The guy who hosts Survivor once directed a movie. This is what I’m learning from Variety, who report that Jeff Probst will follow up his 2001 debut Finder’s Fee with Kiss Me, a coming-of-age drama that already has John Corbett (remember him?) and Sarah Bolger set to star. Written by Lost and Deadwood scribe Liz Sarnoff, the story centers on “a teenage girl [going] through the physical and emotional growing pains of adolescence.”
This teenage girl is “Zoe, who struggles with insecurities of having to wear a back brace to cure her scoliosis.” In the story, she’s forced to “navigate complicated relationships with her mother, her best friend and Chance (Corbett), a married man whose kids she babysits.” (I’d place some kind of Survivor-related joke here, but… well, I’ve never seen the show.) The independent feature, which begins shooting next month, is being produced by Probst, MysticArts Pictures’ Katy Walling, and Warrior executive producer John J. Kelly.
Perhaps my frame of reference for this story is a little narrower than you or I would prefer, but if we were to judge him based on his skills as a variety show host — wait, no, we won’t do that.
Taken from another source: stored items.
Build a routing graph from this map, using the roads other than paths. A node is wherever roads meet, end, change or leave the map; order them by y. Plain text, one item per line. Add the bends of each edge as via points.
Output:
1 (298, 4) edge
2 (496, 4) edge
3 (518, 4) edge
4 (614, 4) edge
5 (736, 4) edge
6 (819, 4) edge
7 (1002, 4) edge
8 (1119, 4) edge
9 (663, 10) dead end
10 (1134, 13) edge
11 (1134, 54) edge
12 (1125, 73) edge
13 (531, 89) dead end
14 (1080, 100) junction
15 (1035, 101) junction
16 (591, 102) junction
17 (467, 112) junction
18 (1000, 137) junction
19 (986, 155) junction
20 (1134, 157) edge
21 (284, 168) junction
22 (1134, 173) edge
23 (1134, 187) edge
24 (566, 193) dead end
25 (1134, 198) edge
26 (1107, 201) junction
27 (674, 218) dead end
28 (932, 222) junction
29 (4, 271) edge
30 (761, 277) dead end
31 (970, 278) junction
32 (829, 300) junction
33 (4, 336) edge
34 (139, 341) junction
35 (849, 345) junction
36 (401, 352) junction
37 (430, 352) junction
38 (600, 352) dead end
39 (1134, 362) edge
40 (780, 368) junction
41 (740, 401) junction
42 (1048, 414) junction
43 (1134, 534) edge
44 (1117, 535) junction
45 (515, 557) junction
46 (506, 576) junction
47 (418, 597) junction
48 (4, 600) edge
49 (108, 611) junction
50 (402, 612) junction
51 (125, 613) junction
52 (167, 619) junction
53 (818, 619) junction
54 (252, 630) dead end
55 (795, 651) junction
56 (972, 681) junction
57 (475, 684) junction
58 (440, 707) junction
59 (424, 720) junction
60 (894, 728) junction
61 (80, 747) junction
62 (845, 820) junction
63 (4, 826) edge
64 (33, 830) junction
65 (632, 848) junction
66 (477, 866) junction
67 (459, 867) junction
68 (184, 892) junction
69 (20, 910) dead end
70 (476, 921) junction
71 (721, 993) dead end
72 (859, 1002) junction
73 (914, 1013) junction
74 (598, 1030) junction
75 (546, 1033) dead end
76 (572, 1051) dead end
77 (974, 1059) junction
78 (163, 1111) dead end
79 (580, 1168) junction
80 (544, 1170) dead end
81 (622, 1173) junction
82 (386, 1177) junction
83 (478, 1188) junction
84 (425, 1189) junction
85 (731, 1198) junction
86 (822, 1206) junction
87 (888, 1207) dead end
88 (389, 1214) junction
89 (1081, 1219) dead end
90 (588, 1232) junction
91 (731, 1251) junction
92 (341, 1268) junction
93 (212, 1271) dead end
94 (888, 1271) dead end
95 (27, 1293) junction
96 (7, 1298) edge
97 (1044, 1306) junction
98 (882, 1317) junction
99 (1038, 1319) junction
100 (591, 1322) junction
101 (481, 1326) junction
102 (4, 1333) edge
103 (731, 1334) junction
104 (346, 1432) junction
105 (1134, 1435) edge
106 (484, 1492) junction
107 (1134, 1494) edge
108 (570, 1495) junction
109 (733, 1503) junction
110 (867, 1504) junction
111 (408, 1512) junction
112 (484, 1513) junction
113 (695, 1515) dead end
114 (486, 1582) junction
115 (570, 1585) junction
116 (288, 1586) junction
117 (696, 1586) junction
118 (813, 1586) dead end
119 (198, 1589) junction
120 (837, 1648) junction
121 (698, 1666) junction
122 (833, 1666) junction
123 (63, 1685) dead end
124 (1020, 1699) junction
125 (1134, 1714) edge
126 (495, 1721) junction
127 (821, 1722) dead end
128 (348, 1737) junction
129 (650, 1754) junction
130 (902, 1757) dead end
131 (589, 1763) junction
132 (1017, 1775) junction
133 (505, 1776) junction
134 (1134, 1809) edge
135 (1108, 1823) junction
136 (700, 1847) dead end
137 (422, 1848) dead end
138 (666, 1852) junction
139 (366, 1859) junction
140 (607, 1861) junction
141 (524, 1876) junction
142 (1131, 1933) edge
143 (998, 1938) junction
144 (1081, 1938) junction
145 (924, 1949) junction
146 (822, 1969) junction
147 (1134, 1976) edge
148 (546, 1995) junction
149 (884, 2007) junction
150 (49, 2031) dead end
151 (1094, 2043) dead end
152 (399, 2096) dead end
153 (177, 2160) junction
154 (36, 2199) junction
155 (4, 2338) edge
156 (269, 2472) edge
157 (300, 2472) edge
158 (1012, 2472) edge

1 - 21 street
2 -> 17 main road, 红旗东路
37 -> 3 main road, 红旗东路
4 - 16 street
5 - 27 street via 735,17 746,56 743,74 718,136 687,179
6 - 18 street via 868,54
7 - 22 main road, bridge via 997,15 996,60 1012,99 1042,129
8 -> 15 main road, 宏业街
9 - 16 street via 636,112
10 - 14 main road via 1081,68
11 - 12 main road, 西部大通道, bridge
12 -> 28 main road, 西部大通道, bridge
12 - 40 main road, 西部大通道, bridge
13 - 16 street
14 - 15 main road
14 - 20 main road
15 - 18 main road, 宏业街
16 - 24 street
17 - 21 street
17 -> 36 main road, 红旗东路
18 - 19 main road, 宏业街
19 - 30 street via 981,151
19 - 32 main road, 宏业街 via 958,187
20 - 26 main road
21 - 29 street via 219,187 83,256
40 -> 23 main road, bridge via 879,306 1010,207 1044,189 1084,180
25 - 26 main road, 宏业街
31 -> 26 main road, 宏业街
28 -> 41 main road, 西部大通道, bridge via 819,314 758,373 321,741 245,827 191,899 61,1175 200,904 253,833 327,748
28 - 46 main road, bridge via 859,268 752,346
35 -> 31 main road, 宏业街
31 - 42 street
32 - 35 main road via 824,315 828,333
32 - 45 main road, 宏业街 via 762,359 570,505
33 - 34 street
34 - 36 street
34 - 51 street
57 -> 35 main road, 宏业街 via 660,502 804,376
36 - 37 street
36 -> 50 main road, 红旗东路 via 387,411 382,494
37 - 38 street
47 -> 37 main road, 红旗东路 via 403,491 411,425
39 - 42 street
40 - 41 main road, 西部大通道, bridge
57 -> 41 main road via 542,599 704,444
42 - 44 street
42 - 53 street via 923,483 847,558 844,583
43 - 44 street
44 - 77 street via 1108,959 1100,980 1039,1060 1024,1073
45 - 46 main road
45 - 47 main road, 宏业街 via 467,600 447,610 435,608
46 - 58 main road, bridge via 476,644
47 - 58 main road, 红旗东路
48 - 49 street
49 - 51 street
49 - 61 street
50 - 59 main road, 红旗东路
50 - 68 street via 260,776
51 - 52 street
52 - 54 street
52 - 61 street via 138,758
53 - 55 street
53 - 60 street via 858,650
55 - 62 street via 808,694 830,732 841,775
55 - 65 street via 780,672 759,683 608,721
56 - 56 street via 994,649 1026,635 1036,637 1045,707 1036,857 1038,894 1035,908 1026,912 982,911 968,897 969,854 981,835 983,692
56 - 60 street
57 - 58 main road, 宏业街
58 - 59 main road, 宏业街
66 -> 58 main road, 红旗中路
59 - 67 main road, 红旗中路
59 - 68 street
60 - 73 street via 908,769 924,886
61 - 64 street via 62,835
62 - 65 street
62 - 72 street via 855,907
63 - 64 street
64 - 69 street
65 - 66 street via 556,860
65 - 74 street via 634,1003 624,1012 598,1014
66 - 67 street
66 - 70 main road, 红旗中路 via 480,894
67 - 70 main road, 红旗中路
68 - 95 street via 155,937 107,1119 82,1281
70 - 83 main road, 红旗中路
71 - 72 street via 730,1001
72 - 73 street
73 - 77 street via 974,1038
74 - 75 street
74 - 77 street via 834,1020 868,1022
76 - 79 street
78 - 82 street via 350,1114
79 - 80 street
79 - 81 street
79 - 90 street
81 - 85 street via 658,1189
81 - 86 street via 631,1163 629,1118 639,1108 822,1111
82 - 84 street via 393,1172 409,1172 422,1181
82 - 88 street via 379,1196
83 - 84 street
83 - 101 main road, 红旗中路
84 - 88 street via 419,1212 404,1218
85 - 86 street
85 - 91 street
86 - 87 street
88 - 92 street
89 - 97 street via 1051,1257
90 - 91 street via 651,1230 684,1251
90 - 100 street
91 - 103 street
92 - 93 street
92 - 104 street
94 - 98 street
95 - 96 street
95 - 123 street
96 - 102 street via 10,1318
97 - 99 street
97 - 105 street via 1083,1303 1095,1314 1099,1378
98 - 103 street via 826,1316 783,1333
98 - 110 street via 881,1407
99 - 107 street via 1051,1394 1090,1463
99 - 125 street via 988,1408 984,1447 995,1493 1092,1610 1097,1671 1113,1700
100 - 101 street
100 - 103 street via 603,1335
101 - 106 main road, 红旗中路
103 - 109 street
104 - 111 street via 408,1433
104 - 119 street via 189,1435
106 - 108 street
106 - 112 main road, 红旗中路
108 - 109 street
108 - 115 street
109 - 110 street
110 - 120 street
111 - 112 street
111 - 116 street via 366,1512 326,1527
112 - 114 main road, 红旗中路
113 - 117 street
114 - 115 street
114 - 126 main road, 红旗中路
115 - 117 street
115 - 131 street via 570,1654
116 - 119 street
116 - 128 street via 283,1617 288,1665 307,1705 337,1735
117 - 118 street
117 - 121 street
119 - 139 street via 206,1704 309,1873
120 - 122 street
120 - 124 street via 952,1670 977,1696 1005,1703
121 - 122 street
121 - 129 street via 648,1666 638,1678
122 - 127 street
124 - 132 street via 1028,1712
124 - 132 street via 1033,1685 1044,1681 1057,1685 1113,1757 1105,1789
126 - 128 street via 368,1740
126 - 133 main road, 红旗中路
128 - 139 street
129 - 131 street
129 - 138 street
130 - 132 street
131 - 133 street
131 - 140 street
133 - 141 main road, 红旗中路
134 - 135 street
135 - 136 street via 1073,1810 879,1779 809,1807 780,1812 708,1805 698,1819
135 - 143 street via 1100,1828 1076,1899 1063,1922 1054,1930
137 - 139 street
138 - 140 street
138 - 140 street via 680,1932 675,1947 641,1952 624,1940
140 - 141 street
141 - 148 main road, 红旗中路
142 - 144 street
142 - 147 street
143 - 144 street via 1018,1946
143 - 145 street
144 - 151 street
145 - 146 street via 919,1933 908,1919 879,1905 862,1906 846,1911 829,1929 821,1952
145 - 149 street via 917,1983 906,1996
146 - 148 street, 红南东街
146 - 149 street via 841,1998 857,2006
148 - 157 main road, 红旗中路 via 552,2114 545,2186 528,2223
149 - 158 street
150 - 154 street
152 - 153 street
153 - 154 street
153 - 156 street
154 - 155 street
In all seriousness, I’d argue that his past work’s positive reception leaves some hope open for whatever comes next. The plot, admittedly, sounds like a rather familiar journey of a teenage girl, and so on — but judging loglines gets you nowhere. Let’s just wait and see where this goes.
Have you seen Probst’s first film? If you have, would more films from him be a good thing?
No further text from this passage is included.